Airports and Playgrounds

June, 2013

Berlin -- Traveling to Berlin is not easy, as there are no direct flights from Washington to Berlin. When the new Berlin airport at Schönefeld is finished, perhaps there will be.

So now it is a choice of flying over London, Frankfurt, Copenhagen, Amsterdam, or even Paris, Zürich, or Vienna. I've ruled out Newark, having tried that once too often.

Arriving at the Berlin Tegel airport is often a pleasure, however. It is wonderfully out of date. The bags are delivered at the arrival gate; passport control (if there is any) is at the gate as you get off the plane. There are no televisions blaring at you, no banging music to rile the nerves.

So it is in the great old (and new) Berlin train stations.
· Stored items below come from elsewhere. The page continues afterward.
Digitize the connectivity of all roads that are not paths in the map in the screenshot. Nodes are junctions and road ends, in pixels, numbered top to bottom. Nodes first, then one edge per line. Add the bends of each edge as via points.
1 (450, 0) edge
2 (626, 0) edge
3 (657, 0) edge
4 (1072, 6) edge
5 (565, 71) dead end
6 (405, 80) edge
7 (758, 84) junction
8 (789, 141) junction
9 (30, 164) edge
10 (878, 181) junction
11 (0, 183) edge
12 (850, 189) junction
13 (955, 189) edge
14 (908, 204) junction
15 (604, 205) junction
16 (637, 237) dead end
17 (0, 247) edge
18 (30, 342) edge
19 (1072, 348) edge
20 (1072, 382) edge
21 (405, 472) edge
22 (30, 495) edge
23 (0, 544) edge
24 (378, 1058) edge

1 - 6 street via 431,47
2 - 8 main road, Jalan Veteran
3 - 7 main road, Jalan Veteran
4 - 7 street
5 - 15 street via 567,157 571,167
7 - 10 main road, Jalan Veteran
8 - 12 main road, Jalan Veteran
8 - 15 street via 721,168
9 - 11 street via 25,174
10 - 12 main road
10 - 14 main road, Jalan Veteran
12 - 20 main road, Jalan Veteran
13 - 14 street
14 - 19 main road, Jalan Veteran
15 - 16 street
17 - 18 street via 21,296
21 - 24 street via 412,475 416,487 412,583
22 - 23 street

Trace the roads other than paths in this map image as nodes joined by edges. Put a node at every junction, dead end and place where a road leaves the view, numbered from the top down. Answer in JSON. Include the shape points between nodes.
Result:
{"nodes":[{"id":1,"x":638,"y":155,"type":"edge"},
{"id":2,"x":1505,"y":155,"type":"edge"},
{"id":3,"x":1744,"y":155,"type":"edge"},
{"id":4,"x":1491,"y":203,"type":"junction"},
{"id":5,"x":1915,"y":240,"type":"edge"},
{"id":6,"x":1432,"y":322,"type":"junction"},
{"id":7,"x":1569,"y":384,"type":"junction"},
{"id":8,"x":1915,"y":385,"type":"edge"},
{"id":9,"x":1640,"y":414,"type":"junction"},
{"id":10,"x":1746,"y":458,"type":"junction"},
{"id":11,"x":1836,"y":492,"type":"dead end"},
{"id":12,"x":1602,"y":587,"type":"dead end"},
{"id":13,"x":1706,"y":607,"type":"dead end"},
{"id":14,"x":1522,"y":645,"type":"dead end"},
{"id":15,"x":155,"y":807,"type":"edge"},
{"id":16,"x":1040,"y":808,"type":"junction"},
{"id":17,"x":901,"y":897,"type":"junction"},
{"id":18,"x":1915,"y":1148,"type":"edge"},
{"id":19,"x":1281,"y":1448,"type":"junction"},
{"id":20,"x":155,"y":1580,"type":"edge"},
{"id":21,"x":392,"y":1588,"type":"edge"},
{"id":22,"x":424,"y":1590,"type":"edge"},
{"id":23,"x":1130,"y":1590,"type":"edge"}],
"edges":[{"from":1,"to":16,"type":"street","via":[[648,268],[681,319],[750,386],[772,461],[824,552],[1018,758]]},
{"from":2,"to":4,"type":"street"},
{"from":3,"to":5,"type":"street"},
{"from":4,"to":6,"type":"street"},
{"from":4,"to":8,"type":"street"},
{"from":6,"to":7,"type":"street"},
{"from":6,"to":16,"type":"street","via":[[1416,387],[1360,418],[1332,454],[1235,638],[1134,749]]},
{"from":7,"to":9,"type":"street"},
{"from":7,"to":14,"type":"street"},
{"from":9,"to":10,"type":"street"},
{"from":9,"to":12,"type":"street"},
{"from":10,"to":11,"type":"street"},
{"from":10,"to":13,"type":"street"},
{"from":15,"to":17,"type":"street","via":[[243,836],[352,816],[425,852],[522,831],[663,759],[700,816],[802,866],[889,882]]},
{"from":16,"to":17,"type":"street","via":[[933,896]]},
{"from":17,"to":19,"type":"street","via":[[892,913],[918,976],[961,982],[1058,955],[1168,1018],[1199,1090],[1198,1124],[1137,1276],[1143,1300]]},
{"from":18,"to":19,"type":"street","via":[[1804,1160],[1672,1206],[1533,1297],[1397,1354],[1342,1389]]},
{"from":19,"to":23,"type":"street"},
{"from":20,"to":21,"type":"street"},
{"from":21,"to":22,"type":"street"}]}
One hears only the trains and the buzz of travelers. As a traveler, I want quiet, not constant irritation.

German neighborhood parks are also respites from noise. Their playgrounds are inventive -- no standardized plastic equipment. Most equipment is built from wood and unique to the playground. Some have water pumps; the children play civil engineers, building canals, dikes, and sluices.

Germans are known for their engineering prowess. Perhaps they learn it on the playground. My children played in the Berlin parks growing up. My daughter is creative and operates a Berlin art gallery; my son studied engineering and is now a physicist in Maryland.